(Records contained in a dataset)

>>>>>

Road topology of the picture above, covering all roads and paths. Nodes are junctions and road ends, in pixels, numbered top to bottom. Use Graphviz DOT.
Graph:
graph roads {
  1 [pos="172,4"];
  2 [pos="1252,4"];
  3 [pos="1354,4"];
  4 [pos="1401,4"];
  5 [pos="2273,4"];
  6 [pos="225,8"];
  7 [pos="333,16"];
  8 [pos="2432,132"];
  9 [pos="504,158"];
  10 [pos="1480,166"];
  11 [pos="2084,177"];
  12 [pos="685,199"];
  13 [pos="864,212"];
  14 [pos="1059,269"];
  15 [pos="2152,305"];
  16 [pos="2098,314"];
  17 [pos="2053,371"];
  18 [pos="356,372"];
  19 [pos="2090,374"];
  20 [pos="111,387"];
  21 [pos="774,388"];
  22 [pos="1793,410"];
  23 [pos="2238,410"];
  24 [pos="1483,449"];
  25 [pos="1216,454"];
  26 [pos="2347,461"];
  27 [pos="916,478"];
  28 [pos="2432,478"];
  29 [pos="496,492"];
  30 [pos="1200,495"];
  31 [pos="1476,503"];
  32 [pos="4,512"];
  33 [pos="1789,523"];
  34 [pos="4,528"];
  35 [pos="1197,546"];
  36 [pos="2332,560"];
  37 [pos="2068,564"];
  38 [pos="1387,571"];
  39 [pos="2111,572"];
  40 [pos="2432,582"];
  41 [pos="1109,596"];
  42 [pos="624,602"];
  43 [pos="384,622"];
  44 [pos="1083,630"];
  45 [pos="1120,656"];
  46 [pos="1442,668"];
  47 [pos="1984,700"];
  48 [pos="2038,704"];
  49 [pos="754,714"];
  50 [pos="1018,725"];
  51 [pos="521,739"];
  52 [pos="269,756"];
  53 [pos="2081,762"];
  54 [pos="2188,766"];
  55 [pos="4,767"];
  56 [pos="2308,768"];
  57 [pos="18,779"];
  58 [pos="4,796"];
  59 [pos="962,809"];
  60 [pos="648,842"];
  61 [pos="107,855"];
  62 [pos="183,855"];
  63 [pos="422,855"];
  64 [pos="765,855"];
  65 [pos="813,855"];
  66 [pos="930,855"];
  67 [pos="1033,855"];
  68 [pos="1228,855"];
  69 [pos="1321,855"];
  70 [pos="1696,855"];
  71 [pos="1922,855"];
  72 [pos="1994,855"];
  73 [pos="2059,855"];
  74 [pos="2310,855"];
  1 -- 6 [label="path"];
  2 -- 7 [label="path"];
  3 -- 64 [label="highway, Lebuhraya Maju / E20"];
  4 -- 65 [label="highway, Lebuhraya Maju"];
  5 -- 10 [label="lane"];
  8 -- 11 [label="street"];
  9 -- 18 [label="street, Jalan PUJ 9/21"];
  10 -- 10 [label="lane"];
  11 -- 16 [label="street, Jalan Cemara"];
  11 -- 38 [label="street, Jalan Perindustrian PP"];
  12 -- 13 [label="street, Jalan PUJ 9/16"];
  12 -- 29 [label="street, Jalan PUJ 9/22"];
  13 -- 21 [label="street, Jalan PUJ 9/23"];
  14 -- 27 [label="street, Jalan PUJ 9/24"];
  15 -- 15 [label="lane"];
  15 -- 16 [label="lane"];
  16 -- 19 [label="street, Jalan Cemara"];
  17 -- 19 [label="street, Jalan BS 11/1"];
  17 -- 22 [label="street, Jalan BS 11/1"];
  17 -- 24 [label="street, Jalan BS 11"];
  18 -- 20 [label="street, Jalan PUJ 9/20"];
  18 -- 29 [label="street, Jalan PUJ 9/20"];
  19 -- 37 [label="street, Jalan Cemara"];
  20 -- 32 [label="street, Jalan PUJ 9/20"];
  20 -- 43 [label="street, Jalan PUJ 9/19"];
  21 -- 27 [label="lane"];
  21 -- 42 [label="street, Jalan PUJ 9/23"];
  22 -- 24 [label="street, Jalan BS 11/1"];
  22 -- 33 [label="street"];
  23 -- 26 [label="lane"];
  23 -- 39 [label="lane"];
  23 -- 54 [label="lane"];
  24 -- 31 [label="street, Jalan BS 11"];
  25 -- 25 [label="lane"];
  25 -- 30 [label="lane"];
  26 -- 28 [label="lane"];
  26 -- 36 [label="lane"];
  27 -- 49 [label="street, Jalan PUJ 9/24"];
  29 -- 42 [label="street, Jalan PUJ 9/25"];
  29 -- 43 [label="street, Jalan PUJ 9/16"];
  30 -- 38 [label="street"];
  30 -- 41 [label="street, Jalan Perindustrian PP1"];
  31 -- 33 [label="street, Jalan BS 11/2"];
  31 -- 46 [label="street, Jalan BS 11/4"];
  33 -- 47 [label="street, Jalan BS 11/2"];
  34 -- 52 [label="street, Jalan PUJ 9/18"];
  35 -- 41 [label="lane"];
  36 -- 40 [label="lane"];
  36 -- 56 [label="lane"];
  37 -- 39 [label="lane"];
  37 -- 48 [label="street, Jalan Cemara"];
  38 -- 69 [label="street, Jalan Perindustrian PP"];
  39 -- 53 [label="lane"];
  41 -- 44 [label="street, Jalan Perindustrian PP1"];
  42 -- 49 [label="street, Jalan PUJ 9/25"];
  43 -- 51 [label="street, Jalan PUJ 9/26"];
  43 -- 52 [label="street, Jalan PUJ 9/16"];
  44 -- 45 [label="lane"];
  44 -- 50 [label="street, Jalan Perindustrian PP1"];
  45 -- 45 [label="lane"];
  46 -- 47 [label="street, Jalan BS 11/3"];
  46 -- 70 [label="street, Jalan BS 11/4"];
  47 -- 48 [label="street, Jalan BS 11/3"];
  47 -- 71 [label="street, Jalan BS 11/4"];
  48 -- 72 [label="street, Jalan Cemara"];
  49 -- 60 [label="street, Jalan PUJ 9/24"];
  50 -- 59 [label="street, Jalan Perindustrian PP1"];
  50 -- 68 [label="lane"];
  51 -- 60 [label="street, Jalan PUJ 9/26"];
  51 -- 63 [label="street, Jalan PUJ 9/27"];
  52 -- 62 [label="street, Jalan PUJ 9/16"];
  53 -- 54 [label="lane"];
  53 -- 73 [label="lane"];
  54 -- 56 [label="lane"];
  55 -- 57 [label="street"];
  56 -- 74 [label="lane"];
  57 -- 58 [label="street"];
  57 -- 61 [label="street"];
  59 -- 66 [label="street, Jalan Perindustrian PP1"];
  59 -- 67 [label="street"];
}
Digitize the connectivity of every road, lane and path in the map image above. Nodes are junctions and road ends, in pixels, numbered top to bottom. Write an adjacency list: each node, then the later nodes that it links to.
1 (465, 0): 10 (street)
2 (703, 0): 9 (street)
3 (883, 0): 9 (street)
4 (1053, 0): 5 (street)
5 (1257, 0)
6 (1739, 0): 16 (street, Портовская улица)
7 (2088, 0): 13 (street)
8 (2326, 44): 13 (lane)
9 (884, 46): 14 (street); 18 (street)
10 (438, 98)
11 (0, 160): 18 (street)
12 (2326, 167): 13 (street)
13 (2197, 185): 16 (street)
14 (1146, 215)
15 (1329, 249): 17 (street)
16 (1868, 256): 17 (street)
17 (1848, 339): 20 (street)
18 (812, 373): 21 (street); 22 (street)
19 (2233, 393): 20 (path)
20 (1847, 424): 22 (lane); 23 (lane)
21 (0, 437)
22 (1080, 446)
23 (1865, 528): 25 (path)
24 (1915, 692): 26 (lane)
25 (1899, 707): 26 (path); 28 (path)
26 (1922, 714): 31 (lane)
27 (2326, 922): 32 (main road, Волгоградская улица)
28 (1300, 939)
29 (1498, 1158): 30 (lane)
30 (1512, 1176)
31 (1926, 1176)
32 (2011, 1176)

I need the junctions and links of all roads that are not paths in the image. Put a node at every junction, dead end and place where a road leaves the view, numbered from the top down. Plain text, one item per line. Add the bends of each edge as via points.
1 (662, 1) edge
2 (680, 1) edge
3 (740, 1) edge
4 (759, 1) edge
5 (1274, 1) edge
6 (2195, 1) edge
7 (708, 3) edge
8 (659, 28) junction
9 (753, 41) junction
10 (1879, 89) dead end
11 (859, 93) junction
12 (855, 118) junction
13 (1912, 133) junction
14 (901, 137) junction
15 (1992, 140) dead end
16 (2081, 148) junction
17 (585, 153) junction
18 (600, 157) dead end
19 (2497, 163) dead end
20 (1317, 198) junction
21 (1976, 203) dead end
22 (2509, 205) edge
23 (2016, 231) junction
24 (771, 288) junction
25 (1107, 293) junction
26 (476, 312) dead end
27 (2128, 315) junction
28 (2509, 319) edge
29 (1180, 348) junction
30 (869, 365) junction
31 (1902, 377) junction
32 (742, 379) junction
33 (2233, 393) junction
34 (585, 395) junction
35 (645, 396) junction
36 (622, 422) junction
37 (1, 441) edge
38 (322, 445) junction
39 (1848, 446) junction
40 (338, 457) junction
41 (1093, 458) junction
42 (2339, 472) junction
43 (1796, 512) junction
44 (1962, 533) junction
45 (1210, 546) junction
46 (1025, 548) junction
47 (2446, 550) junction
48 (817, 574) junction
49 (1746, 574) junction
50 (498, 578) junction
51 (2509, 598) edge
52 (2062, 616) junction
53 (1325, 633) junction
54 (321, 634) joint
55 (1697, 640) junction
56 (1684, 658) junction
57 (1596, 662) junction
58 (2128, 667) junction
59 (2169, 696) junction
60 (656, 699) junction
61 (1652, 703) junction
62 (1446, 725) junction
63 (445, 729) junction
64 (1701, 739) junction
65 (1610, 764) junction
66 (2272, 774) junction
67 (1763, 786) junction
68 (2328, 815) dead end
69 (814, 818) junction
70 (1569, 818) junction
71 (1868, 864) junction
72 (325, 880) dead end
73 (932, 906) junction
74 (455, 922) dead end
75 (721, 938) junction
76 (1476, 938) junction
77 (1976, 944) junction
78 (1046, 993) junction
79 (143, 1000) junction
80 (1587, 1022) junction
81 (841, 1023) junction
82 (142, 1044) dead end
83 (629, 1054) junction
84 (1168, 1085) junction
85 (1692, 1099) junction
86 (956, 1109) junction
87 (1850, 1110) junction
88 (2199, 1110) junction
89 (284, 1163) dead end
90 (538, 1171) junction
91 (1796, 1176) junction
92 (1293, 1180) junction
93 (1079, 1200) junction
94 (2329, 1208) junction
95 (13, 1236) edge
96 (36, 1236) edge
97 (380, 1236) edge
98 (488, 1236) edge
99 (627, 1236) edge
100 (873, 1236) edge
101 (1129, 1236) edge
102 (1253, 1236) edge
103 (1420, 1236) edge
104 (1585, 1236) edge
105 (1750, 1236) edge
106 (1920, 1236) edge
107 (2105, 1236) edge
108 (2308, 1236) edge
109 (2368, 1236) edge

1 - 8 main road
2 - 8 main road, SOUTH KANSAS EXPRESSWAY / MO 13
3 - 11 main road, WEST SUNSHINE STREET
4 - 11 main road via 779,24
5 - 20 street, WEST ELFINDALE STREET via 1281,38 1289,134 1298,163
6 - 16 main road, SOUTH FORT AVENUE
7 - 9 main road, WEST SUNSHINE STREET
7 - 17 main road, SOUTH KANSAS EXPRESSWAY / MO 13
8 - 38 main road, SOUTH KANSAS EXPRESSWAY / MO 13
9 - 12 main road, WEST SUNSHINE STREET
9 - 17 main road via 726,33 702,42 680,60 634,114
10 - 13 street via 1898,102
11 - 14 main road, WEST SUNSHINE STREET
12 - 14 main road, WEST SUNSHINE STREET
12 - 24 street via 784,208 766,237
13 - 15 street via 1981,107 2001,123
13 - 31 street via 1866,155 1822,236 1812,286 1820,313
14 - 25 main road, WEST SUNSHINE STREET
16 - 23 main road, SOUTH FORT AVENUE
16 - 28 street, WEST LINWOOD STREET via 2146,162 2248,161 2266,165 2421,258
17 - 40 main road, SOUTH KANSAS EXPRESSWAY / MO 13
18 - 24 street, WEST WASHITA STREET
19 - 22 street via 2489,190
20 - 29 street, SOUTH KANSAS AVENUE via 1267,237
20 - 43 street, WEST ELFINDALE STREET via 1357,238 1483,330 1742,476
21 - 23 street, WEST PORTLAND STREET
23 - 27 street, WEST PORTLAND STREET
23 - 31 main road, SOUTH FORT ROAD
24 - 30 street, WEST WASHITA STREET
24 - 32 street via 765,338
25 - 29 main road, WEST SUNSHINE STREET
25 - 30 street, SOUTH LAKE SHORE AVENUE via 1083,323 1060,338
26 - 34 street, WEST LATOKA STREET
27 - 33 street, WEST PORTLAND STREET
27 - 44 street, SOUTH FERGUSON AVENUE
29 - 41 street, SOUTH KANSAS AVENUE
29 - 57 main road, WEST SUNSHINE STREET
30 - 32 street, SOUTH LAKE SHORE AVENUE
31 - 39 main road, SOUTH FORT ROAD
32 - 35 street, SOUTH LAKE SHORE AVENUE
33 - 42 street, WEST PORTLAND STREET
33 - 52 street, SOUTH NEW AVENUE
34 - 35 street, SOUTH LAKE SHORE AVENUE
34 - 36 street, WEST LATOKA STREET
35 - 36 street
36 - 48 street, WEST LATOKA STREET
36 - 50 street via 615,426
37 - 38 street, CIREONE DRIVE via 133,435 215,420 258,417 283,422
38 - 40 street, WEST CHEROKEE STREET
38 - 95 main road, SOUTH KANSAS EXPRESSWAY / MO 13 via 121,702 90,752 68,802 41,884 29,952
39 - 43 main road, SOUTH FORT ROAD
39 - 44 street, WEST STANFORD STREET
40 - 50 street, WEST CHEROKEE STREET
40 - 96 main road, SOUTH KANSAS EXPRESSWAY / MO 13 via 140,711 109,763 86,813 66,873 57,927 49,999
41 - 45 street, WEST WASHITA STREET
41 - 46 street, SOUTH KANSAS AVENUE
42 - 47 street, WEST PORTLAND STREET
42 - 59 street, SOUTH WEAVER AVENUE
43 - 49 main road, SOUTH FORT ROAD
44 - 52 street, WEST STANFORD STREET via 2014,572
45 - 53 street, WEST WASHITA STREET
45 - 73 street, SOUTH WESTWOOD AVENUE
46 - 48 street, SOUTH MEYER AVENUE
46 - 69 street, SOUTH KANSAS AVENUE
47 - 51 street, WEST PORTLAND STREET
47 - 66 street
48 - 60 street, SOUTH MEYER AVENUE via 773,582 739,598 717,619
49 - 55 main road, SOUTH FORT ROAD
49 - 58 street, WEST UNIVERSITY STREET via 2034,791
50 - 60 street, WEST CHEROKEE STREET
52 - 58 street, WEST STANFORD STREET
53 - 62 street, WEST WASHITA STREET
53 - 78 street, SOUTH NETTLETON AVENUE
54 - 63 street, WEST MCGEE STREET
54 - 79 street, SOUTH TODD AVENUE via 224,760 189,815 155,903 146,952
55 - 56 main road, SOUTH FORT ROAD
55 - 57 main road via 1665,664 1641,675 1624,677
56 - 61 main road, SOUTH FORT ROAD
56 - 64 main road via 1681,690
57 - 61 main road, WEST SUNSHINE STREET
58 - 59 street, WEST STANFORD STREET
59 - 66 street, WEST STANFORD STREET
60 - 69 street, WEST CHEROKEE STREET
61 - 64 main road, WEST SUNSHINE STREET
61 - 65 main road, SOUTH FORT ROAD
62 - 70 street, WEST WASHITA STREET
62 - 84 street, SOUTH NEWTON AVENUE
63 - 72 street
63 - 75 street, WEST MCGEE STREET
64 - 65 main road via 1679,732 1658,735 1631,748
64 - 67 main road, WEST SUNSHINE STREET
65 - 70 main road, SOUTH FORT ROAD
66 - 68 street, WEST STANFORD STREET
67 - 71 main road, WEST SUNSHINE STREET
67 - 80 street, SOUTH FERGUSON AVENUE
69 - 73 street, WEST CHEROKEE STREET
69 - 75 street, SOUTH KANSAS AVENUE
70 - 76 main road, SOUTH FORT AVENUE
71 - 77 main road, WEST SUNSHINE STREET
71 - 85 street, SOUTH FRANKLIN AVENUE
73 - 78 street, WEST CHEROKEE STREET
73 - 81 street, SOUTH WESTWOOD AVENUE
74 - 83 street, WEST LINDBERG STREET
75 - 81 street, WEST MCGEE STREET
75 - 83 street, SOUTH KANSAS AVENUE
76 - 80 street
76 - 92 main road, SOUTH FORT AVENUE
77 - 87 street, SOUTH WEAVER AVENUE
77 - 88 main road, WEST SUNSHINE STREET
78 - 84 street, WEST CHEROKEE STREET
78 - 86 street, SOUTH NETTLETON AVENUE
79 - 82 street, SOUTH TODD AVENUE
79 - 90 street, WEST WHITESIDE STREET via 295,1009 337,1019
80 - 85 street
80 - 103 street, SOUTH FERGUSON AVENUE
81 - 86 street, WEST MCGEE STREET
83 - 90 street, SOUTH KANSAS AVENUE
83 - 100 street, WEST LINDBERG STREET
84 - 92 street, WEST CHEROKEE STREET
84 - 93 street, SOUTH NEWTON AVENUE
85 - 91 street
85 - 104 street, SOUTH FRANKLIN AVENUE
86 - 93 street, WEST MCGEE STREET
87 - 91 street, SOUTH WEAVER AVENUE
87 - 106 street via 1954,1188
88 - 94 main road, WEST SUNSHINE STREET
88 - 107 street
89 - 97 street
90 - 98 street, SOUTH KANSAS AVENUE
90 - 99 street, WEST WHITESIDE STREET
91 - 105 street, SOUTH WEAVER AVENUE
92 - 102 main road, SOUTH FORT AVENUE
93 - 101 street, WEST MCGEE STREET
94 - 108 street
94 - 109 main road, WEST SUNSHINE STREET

<<<<<

| What you need to do |
Scan the records above and report every line with the string "WESTWOOD".

| Output |
45 - 73 street, SOUTH WESTWOOD AVENUE
73 - 81 street, SOUTH WESTWOOD AVENUE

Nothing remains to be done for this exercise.